Después de dormir en la tumbona un largo sueño, desperté
aletargado. Era un regreso obligado a la vigilia, al mundo de la conciencia. Un
regreso a mi vida que no deseaba en absoluto. Cinco noches de pasión y, como
resultado, el desaire que me demostraba que todo había sido un engaño de sutilezas
femeninas. Su regocijo era el dominio de mis emociones, un lujo ocasional
proporcionado por mi bolsillo fácil para los agasajos y la sensación de triunfo
final.
Lo más agradable ha sido el descanso de mi mente, en la
veraniega terraza de una suite que no sé
cómo pagaré, trasladada a mundos infantiles y otros de fervores más inocentes.

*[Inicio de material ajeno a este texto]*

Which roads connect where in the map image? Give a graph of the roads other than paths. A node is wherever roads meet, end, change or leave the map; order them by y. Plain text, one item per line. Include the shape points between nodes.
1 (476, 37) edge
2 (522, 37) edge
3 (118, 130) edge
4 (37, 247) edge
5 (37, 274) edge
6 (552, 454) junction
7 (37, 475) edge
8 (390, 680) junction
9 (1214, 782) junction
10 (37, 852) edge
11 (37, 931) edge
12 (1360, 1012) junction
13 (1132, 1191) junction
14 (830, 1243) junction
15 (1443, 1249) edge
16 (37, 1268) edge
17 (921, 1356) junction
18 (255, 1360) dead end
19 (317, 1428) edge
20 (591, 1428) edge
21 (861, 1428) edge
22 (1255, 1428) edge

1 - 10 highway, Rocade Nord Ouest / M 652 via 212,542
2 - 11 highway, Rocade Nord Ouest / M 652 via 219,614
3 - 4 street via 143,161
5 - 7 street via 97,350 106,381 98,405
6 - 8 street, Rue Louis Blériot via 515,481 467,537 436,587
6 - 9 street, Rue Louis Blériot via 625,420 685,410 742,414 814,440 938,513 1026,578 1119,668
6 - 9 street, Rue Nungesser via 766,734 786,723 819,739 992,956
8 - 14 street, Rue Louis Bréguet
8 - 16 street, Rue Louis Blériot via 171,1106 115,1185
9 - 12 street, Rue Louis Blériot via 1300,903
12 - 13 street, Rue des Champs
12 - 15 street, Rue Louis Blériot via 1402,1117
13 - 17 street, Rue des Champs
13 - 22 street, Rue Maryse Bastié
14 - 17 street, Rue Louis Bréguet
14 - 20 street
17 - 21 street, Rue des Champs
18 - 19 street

El último cubata de anoche sobre la mesa aún, junto al escritorio. La cama
deshecha magnetiza mi recuerdo con la evocación de sus formas en las huellas
del lecho. Me creo sollozar, porque no controlo ya el norte de mi vida. Una
pasión ausente cuyo fantasma pervive. Me acerco a la cartera y la constatación
acierta lo que era una intuición: bien que se cobró las horas de entrega al
placer. El pánico me impide llamar al camarero para que me traiga un café. Miro
el cubata semivacío sobre la mesa y dejo que mis manos lo alcancen. Sorbo su
líquido, ya carente de toda frescura o magia que pudiera invocar el brindis
nocturno. Me giro de nuevo hacia la terraza, el sol luce enérgico, decidido a
caminar hacia allí, trascender la barandilla y caer en el sueño eterno.